Valeur nette taxable Taux d'imposition
Jusqu'à 800 000 euros 0%
De 800 000 euros à 1,3 million d'euros 0,50%
De 1,3 à 2,57 millions d'euros 0,70%
De 2,57 à 5 millions d'euros  1%
De 5 à 10 millions d'euros 1,25%
Au-delà de 10 millions d'euros 1,50%

Déclaration de l'IFI

La disparition de l'ISF au profit de l'IFI s'accompagne d'une légère modification des modalités de déclaration de l'impôt sur la fortune. Désormais, l'IFI doit être déclaré en même temps que l'impôt sur le revenu. Il suit donc le même calendrier et doit être renseigné avant la date limite, qui dépend du mode de déclaration et, le cas échéant, du département de résidence. Pour la première déclaration, la DGFIP a cependant consenti un délai supplémentaire. 

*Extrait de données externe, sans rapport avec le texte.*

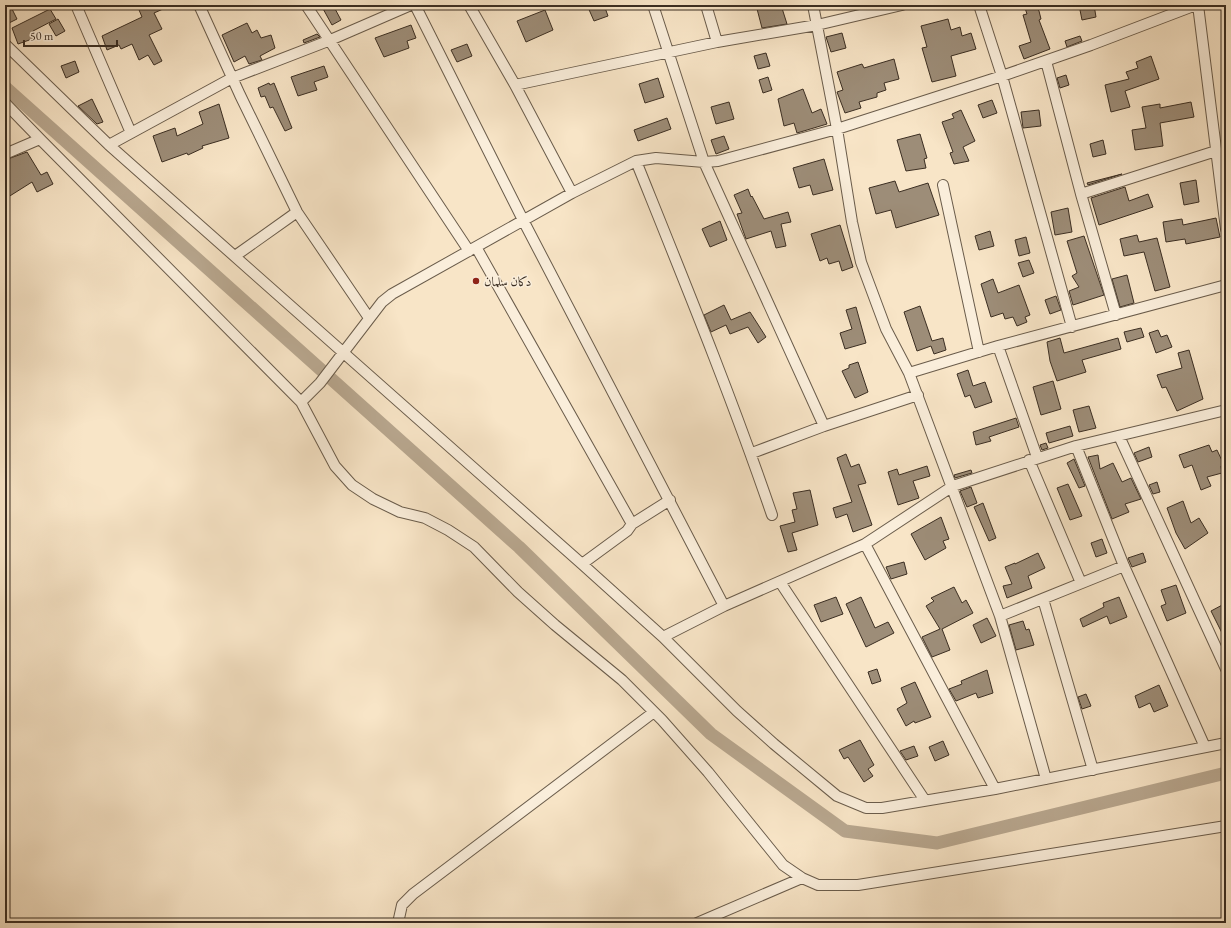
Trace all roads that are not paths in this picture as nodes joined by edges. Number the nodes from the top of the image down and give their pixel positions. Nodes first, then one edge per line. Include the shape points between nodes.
1 (76, 5) edge
2 (199, 5) edge
3 (306, 5) edge
4 (415, 5) edge
5 (469, 5) edge
6 (653, 5) edge
7 (706, 5) edge
8 (813, 5) edge
9 (902, 5) edge
10 (980, 5) edge
11 (1197, 5) edge
12 (404, 6) edge
13 (817, 25) junction
14 (328, 40) junction
15 (717, 42) junction
16 (5, 44) edge
17 (668, 52) junction
18 (1046, 61) junction
19 (1002, 76) junction
20 (232, 78) junction
21 (516, 85) junction
22 (5, 103) edge
23 (837, 129) junction
24 (131, 133) junction
25 (40, 139) junction
26 (109, 145) junction
27 (1216, 152) junction
28 (5, 154) edge
29 (636, 161) junction
30 (704, 162) junction
31 (943, 185) dead end
32 (572, 193) junction
33 (1082, 194) junction
34 (297, 212) junction
35 (524, 222) junction
36 (1226, 229) edge
37 (473, 249) junction
38 (235, 256) junction
39 (1226, 285) edge
40 (1116, 315) junction
41 (369, 318) junction
42 (1072, 327) junction
43 (998, 346) junction
44 (344, 352) junction
45 (979, 352) junction
46 (909, 373) junction
47 (918, 395) junction
48 (301, 402) junction
49 (1226, 410) edge
50 (824, 426) junction
51 (1119, 436) junction
52 (1076, 446) junction
53 (752, 454) junction
54 (1033, 459) junction
55 (953, 486) junction
56 (670, 500) junction
57 (772, 515) dead end
58 (632, 524) junction
59 (865, 544) junction
60 (582, 564) junction
61 (1124, 566) junction
62 (780, 582) junction
63 (1081, 583) junction
64 (1043, 598) junction
65 (724, 606) junction
66 (1000, 616) junction
67 (663, 637) junction
68 (1226, 669) edge
69 (654, 712) junction
70 (1226, 743) edge
71 (1205, 747) junction
72 (1093, 770) junction
73 (1046, 779) junction
74 (995, 789) junction
75 (924, 799) junction
76 (1226, 826) edge
77 (802, 878) junction
78 (398, 923) edge
79 (697, 923) edge

1 - 24 street
2 - 20 street
3 - 14 street
4 - 35 street
5 - 21 street
6 - 17 street
7 - 15 street
8 - 13 street
9 - 13 street
10 - 19 street
11 - 18 street
11 - 27 street
12 - 14 street
13 - 15 street
13 - 23 street
14 - 20 street
14 - 37 street
15 - 17 street
16 - 26 street
17 - 21 street
17 - 30 street
18 - 19 street
18 - 33 street
19 - 23 street
19 - 42 street
20 - 24 street
20 - 34 street
21 - 32 street
22 - 25 street
23 - 30 street via 729,159
23 - 46 street via 860,262 886,329
24 - 26 street
25 - 28 street
25 - 48 street
26 - 38 street
27 - 33 street
27 - 36 street
29 - 30 street via 670,158
29 - 32 street
29 - 53 street via 713,350
30 - 50 street
31 - 45 street
32 - 35 street
33 - 40 street
34 - 38 street
34 - 41 street
35 - 37 street
35 - 56 street
37 - 41 street via 392,294
37 - 58 street
38 - 44 street
39 - 40 street
40 - 42 street
41 - 44 street
42 - 43 street
43 - 45 street
43 - 54 street
44 - 48 street via 320,383
44 - 60 street
45 - 46 street
46 - 47 street
47 - 50 street
47 - 55 street
48 - 69 street via 335,466 352,485 400,512 425,518 474,547 555,626 622,680
49 - 51 street
50 - 53 street
51 - 52 street
51 - 68 street
52 - 54 street
52 - 61 street
53 - 57 street
54 - 55 street
54 - 63 street
55 - 59 street
55 - 66 street
56 - 58 street
56 - 65 street
58 - 60 street via 627,532
59 - 62 street
59 - 74 street
60 - 67 street
61 - 63 street
61 - 71 street
62 - 65 street
62 - 75 street
63 - 64 street
64 - 66 street
64 - 72 street
65 - 67 street
66 - 73 street
67 - 75 street via 737,711 837,796 866,808 882,808
69 - 77 street via 708,772 782,865
69 - 78 street via 413,894 402,905
70 - 71 street
71 - 72 street
72 - 73 street
73 - 74 street
74 - 75 street
76 - 77 street via 858,885 818,885
77 - 79 street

A noter que les contribuables qui étaient déjà redevables de l'impôt de solidarité sur la fortune ont reçu un formulaire de déclaration, en plus de leur formulaire 2042 de déclaration de revenus. Les autres peuvent retrouver le formulaire de déclaration sur internet et le télécharger (formulaire 2042-IFI). Il faut alors procéder à une estimation de son patrimoine. En 2019, le fisc pré-remplira les formulaires papier et en ligne avec les informations transmises en 2018. Notez que comme pour la déclaration de revenus, une obligation de télédéclarer s'applique à tous les contribuables dont le revenu fiscal de référence 2016 (porté sur l'avis d'imposition 2017) excède 15 000 euros.

Réduction de l'IFI

De nouveau, l'IFI reprend les modalités de l'ISF. L'abattement de 30% pour résidence principale est par exemple maintenu. Idem pour l'ISF-dons,  qui permet à un assujetti de réduire son impôt en effectuant des dons à des organismes d'intérêt général. La réduction d'impôt accordée s'élève à 75% des sommes données, dans la limite de 50 000 euros.

En revanche, l'ISF-PME, le mécanisme par lequel un contribuable pouvait obtenir une réduction d'impôt à hauteur de 50% des sommes investies au capital de PME est supprimé.
Pour votre IFI 2018, les versements et dons pris en compte pour le calcul de la réduction sont ceux opérés entre la date limite de dépôt de la déclaration 2017 et la date de dépôt de votre déclaration 2018. Il vous est donc encore possible de réduire votre IFI 2018, jusqu'à la date de dépôt de votre déclaration.